--- Material for this task Enclosed Below ---

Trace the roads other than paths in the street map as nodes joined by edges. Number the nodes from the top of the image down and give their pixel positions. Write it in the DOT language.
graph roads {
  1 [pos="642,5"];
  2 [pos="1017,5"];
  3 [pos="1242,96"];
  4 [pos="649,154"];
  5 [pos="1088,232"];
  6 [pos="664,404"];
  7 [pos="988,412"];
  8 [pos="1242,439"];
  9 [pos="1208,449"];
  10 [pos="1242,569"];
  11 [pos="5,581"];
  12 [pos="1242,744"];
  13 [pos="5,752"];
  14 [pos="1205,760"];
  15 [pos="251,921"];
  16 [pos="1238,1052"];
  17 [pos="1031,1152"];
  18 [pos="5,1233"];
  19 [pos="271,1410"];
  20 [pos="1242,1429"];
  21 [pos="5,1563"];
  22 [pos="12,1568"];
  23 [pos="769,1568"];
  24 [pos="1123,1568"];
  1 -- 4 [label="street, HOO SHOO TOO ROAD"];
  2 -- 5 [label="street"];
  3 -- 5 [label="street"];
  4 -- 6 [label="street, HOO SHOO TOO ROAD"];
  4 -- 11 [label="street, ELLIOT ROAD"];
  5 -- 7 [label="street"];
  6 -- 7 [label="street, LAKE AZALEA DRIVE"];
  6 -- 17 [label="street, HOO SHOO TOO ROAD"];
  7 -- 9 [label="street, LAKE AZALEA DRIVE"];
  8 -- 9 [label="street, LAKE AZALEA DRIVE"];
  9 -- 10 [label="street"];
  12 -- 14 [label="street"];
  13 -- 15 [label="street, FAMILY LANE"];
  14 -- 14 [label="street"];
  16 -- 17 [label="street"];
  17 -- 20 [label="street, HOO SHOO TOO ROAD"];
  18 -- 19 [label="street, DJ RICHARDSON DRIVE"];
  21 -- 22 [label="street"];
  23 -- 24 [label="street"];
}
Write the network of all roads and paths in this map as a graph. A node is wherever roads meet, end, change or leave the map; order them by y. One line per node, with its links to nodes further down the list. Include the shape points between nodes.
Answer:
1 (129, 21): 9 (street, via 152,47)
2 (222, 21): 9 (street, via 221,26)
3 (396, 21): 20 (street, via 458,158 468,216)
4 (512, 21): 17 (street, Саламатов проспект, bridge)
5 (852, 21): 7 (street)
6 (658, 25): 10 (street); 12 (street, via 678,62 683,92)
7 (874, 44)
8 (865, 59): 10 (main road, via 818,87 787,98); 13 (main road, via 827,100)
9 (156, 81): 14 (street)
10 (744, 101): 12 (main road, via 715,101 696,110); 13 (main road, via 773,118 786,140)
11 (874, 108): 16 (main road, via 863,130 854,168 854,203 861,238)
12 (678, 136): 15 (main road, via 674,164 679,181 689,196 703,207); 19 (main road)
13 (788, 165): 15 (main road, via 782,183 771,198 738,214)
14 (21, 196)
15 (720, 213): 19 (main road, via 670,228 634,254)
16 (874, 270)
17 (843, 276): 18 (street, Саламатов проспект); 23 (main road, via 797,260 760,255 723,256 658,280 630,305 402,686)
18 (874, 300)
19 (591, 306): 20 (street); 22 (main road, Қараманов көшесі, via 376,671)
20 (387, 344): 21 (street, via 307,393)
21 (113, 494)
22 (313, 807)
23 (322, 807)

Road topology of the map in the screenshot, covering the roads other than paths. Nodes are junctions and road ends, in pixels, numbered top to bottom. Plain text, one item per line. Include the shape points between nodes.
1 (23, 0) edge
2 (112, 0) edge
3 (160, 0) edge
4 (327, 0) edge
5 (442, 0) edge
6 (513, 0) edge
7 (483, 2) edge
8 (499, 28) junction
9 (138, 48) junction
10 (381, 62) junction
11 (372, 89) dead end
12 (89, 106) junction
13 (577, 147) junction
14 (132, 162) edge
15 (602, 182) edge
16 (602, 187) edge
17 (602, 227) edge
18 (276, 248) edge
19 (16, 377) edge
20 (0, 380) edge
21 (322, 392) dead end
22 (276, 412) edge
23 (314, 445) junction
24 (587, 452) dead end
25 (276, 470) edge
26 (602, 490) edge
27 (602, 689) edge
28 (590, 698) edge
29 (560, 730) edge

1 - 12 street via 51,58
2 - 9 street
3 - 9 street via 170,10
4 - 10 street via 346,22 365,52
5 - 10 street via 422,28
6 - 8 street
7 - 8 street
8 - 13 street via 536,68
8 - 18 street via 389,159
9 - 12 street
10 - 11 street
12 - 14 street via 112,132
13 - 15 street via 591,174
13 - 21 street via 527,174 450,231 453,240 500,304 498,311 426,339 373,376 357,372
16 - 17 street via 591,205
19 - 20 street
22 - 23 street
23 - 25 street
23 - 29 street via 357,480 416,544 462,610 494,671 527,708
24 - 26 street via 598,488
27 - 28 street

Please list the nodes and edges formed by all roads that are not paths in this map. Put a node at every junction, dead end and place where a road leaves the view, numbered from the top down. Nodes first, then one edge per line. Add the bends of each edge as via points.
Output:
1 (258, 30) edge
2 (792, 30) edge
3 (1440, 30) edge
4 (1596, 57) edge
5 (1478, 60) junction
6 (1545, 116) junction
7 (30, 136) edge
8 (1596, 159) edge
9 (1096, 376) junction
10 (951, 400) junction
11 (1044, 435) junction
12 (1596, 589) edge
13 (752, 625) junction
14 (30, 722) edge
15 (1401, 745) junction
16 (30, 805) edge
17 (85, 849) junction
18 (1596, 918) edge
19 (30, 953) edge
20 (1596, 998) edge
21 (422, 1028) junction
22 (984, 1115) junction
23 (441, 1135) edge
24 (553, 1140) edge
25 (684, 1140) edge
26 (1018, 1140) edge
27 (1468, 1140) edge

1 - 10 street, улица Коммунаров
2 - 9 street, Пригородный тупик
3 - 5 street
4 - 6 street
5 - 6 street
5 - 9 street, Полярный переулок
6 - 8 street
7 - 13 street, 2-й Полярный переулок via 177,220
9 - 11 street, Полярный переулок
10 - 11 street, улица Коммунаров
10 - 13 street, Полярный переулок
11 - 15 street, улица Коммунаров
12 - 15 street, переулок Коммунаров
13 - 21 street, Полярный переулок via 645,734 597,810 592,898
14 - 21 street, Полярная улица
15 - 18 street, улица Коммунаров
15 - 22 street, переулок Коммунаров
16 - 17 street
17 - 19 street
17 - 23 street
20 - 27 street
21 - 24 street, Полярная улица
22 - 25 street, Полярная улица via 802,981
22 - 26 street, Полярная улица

--- End of Enclosed Material for this task ---

◆ Assignment ◆
Transcribe every entry word for word.

◆ Result of the exercise ◆
Trace the roads other than paths in the street map as nodes joined by edges. Number the nodes from the top of the image down and give their pixel positions. Write it in the DOT language.
graph roads {
  1 [pos="642,5"];
  2 [pos="1017,5"];
  3 [pos="1242,96"];
  4 [pos="649,154"];
  5 [pos="1088,232"];
  6 [pos="664,404"];
  7 [pos="988,412"];
  8 [pos="1242,439"];
  9 [pos="1208,449"];
  10 [pos="1242,569"];
  11 [pos="5,581"];
  12 [pos="1242,744"];
  13 [pos="5,752"];
  14 [pos="1205,760"];
  15 [pos="251,921"];
  16 [pos="1238,1052"];
  17 [pos="1031,1152"];
  18 [pos="5,1233"];
  19 [pos="271,1410"];
  20 [pos="1242,1429"];
  21 [pos="5,1563"];
  22 [pos="12,1568"];
  23 [pos="769,1568"];
  24 [pos="1123,1568"];
  1 -- 4 [label="street, HOO SHOO TOO ROAD"];
  2 -- 5 [label="street"];
  3 -- 5 [label="street"];
  4 -- 6 [label="street, HOO SHOO TOO ROAD"];
  4 -- 11 [label="street, ELLIOT ROAD"];
  5 -- 7 [label="street"];
  6 -- 7 [label="street, LAKE AZALEA DRIVE"];
  6 -- 17 [label="street, HOO SHOO TOO ROAD"];
  7 -- 9 [label="street, LAKE AZALEA DRIVE"];
  8 -- 9 [label="street, LAKE AZALEA DRIVE"];
  9 -- 10 [label="street"];
  12 -- 14 [label="street"];
  13 -- 15 [label="street, FAMILY LANE"];
  14 -- 14 [label="street"];
  16 -- 17 [label="street"];
  17 -- 20 [label="street, HOO SHOO TOO ROAD"];
  18 -- 19 [label="street, DJ RICHARDSON DRIVE"];
  21 -- 22 [label="street"];
  23 -- 24 [label="street"];
}
Write the network of all roads and paths in this map as a graph. A node is wherever roads meet, end, change or leave the map; order them by y. One line per node, with its links to nodes further down the list. Include the shape points between nodes.
Answer:
1 (129, 21): 9 (street, via 152,47)
2 (222, 21): 9 (street, via 221,26)
3 (396, 21): 20 (street, via 458,158 468,216)
4 (512, 21): 17 (street, Саламатов проспект, bridge)
5 (852, 21): 7 (street)
6 (658, 25): 10 (street); 12 (street, via 678,62 683,92)
7 (874, 44)
8 (865, 59): 10 (main road, via 818,87 787,98); 13 (main road, via 827,100)
9 (156, 81): 14 (street)
10 (744, 101): 12 (main road, via 715,101 696,110); 13 (main road, via 773,118 786,140)
11 (874, 108): 16 (main road, via 863,130 854,168 854,203 861,238)
12 (678, 136): 15 (main road, via 674,164 679,181 689,196 703,207); 19 (main road)
13 (788, 165): 15 (main road, via 782,183 771,198 738,214)
14 (21, 196)
15 (720, 213): 19 (main road, via 670,228 634,254)
16 (874, 270)
17 (843, 276): 18 (street, Саламатов проспект); 23 (main road, via 797,260 760,255 723,256 658,280 630,305 402,686)
18 (874, 300)
19 (591, 306): 20 (street); 22 (main road, Қараманов көшесі, via 376,671)
20 (387, 344): 21 (street, via 307,393)
21 (113, 494)
22 (313, 807)
23 (322, 807)

Road topology of the map in the screenshot, covering the roads other than paths. Nodes are junctions and road ends, in pixels, numbered top to bottom. Plain text, one item per line. Include the shape points between nodes.
1 (23, 0) edge
2 (112, 0) edge
3 (160, 0) edge
4 (327, 0) edge
5 (442, 0) edge
6 (513, 0) edge
7 (483, 2) edge
8 (499, 28) junction
9 (138, 48) junction
10 (381, 62) junction
11 (372, 89) dead end
12 (89, 106) junction
13 (577, 147) junction
14 (132, 162) edge
15 (602, 182) edge
16 (602, 187) edge
17 (602, 227) edge
18 (276, 248) edge
19 (16, 377) edge
20 (0, 380) edge
21 (322, 392) dead end
22 (276, 412) edge
23 (314, 445) junction
24 (587, 452) dead end
25 (276, 470) edge
26 (602, 490) edge
27 (602, 689) edge
28 (590, 698) edge
29 (560, 730) edge

1 - 12 street via 51,58
2 - 9 street
3 - 9 street via 170,10
4 - 10 street via 346,22 365,52
5 - 10 street via 422,28
6 - 8 street
7 - 8 street
8 - 13 street via 536,68
8 - 18 street via 389,159
9 - 12 street
10 - 11 street
12 - 14 street via 112,132
13 - 15 street via 591,174
13 - 21 street via 527,174 450,231 453,240 500,304 498,311 426,339 373,376 357,372
16 - 17 street via 591,205
19 - 20 street
22 - 23 street
23 - 25 street
23 - 29 street via 357,480 416,544 462,610 494,671 527,708
24 - 26 street via 598,488
27 - 28 street

Please list the nodes and edges formed by all roads that are not paths in this map. Put a node at every junction, dead end and place where a road leaves the view, numbered from the top down. Nodes first, then one edge per line. Add the bends of each edge as via points.
Output:
1 (258, 30) edge
2 (792, 30) edge
3 (1440, 30) edge
4 (1596, 57) edge
5 (1478, 60) junction
6 (1545, 116) junction
7 (30, 136) edge
8 (1596, 159) edge
9 (1096, 376) junction
10 (951, 400) junction
11 (1044, 435) junction
12 (1596, 589) edge
13 (752, 625) junction
14 (30, 722) edge
15 (1401, 745) junction
16 (30, 805) edge
17 (85, 849) junction
18 (1596, 918) edge
19 (30, 953) edge
20 (1596, 998) edge
21 (422, 1028) junction
22 (984, 1115) junction
23 (441, 1135) edge
24 (553, 1140) edge
25 (684, 1140) edge
26 (1018, 1140) edge
27 (1468, 1140) edge

1 - 10 street, улица Коммунаров
2 - 9 street, Пригородный тупик
3 - 5 street
4 - 6 street
5 - 6 street
5 - 9 street, Полярный переулок
6 - 8 street
7 - 13 street, 2-й Полярный переулок via 177,220
9 - 11 street, Полярный переулок
10 - 11 street, улица Коммунаров
10 - 13 street, Полярный переулок
11 - 15 street, улица Коммунаров
12 - 15 street, переулок Коммунаров
13 - 21 street, Полярный переулок via 645,734 597,810 592,898
14 - 21 street, Полярная улица
15 - 18 street, улица Коммунаров
15 - 22 street, переулок Коммунаров
16 - 17 street
17 - 19 street
17 - 23 street
20 - 27 street
21 - 24 street, Полярная улица
22 - 25 street, Полярная улица via 802,981
22 - 26 street, Полярная улица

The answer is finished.